Life drawing is something I haven’t done in ages and I really needed the practice so I decided to go to the a workshop. I really enjoyed life drawing again and would definitely like to keep it up in order to improve more because at first I found it quite difficult, as I haven’t done it in a while, but found that I improved as I drew more. We started with quick one minute poses, then five minute poses and kept increasing the time until we had 45 minute poses, which are below, and this really helped to get me back into drawing the human figure again.
After making my own animation, I collaborated with fellow illustration students Leanne Burnell and Lester Duggan to create the stop motion animation below. It’s made up from various parts of all three of our collage work and we all had an input to create it. We weren’t thinking of any narrative in particular, we just wanted to play around with animation and wanted it to be random and surreal. I think we certainly achieved that and I really like the end result because of it’s randomness.
Animation is something I have briefly tried before but have always wanted to explore further and I thought this project was perfect to experiment with it. I used a lot of collages that appear in my book of collage and made the animation using stop motion, a technique that was quicker and simpler than I thought it would be. The main difficulty of animating these images was the fiddly aspect of it, particularly Rapunzel’s hair, but with practice and patience this will be easier to overcome.
At first, I didn’t have any particular narrative in mind as evident with the first two animations which just feature figures moving from their paintings, however, I began to find narratives within my collages which I then converted to animations, these being the Pandora’s box and Rapunzel animations.
The final animation was inspired by my constellation work on the theory of the monstrous feminine. We actually looked at the same image of Marlene Dietrich in our lectures and it is such a surreal image I thought it would be prefect to animate. It is also my favourite of all the animations I have done. I am very pleased with the overall final look of the animation, even though it’s not perfect, and would definitely like to continue making some more from the collages I have done for this project.
Tom Martin gave us a workshop on making concertina books that we could potentially use as part of our Gorilla in the Roses project. Although the books looked rather complicated, with Tom’s guidance and measurements they were quite simple to make. We were also shown techniques on how to make a book with fold out pages and pockets rather than just a simple concertina book. Even if I don’t end up using the book for this project, it will certainly come handy for future work and I was very glad to learn how to make these books. We also had a Photoshop workshop showing us how to create collages digitally in Photoshop through various ways including different layers, layer masks, drop shadow effects and the lassos tools. This workshop was also very useful as I don’t work digitally often and could always do with learning new things on Photoshop.
We began our second field option, ‘Gorilla in the Roses’, with an introduction to the module and a workshop involving book alteration and collage. In the lecture, we looked at the work of Kenneth Halliwell and Joe Orton, particularly their defilement of a ‘Collins Guide to Roses’ book from a public library, for which they eventually got arrested for and what the module is named after. We discussed collage and montage and the colliding of images, worlds and entities to create artwork as well as the defilement of existing materials whether through art forms such as ‘ready mades’ or public defilement, e.g. graffiti. The lecture also involved the idea of farce and we were shown clips from ‘Carry On’ and ‘The League of Gentlemen’ as examples of caricature, misunderstanding, stereotypes and farce.

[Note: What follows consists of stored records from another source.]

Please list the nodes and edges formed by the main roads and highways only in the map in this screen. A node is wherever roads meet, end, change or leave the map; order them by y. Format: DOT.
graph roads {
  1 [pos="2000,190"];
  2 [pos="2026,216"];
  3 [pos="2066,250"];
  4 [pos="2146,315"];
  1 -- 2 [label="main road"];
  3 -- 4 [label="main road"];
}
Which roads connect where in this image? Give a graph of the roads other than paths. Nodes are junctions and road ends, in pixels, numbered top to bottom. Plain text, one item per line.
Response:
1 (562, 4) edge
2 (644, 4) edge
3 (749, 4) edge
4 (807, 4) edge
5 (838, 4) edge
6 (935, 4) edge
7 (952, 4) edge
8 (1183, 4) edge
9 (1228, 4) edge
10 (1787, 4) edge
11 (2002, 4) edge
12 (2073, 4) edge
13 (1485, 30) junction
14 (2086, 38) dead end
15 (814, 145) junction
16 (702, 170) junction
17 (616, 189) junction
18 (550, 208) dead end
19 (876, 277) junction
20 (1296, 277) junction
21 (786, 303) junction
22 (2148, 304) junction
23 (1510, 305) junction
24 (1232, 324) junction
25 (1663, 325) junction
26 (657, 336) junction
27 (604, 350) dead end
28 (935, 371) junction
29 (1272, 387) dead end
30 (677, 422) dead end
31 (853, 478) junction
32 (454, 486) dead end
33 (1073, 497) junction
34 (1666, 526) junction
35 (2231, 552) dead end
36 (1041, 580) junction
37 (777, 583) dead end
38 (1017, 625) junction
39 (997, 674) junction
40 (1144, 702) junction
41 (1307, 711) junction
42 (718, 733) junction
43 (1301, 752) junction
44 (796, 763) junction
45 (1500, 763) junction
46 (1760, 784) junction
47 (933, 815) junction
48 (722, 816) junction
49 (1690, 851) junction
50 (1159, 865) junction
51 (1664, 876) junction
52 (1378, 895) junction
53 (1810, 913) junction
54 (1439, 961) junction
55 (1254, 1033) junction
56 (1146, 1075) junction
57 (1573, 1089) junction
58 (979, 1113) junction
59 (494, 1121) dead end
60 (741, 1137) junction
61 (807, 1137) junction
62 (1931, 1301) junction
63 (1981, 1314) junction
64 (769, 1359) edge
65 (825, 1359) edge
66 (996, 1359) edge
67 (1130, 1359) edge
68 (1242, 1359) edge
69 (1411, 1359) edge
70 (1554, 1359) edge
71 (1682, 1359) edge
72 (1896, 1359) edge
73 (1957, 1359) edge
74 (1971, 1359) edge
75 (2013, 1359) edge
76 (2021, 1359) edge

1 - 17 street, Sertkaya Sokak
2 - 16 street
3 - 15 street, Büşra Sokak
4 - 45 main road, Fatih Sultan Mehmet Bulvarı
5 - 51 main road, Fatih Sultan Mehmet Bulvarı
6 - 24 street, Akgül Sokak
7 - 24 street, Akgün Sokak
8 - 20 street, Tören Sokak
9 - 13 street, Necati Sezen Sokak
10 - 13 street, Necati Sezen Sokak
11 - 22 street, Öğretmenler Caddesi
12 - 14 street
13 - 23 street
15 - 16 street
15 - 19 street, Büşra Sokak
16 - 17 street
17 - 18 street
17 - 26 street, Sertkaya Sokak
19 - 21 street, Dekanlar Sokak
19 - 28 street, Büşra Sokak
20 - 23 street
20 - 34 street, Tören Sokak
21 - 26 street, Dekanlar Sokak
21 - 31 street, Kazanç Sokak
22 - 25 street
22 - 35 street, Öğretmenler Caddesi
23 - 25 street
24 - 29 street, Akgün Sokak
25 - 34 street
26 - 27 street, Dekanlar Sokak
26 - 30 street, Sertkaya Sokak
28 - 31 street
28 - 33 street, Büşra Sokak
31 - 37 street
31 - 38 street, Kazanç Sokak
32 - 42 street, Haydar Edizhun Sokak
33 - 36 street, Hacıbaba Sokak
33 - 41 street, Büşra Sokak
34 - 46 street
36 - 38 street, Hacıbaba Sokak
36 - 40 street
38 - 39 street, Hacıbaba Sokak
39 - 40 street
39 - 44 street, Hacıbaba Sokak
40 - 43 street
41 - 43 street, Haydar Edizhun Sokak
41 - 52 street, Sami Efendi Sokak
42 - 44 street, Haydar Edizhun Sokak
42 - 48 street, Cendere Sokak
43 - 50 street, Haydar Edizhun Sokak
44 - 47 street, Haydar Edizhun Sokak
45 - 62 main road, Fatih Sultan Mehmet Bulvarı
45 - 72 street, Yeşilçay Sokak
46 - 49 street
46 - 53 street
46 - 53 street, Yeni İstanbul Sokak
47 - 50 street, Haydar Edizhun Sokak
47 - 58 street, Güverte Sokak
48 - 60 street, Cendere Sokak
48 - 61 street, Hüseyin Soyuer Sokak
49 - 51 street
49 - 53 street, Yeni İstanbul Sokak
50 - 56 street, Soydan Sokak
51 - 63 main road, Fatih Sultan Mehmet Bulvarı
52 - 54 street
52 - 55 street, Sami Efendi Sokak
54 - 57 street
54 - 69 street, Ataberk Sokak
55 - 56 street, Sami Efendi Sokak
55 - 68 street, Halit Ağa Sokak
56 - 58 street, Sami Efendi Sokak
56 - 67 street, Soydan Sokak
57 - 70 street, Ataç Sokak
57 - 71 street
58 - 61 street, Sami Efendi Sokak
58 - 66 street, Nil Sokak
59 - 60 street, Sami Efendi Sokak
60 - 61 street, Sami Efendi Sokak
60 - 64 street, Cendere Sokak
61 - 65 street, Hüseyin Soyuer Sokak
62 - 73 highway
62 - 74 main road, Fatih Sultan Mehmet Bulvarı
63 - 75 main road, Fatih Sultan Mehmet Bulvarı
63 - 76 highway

In our next session, we were all given books from the library and we told to create collages from them working either in or out of the book. I decided to work within the book, using images from it and other books to create my collages and would eventually like to fill the whole book with work creating a book of collage. After initially creating random collages, we were told to try and create some with a continuous narrative in them, most of my collages are random, but a few have clear narrative working within them. I really enjoyed the beginning of this field module, collage is a medium I don’t often work with and so it was great working with the freedom of collage and working into the actual book itself.
Above are a series of collages I created for the beyond fiction project inspired by old fashioned theatre posters and programmes. I created them using photocopies of the found images from the evidence workshop, a lot of which were theatre programmes, posters and music sheets originally. I did these after being inspired by the collage workshop with James Green and am pleased with the final result, however, I won’t be exploring collage further for this particular project because I don’t think it is as strong as my other work and I will be taking part in a collage based project for the next part of field.
Below, are some ink and gouache paintings of the actors and actresses I have been using in my work from my found objects. I’ve done these in the style of silent films and thought of them as title cards that could appear in the credits before the film, incorporating the style of text from these films as well. I like the idea behind these images but I don’t think they have been executed well, but, they are only part of my development work taken from my sketchbook and if I were to take this idea further I would create more refined and professional images, maybe evening working digitally with them to create this look. I would also work bigger so that I could include more detail, particularly with the faces.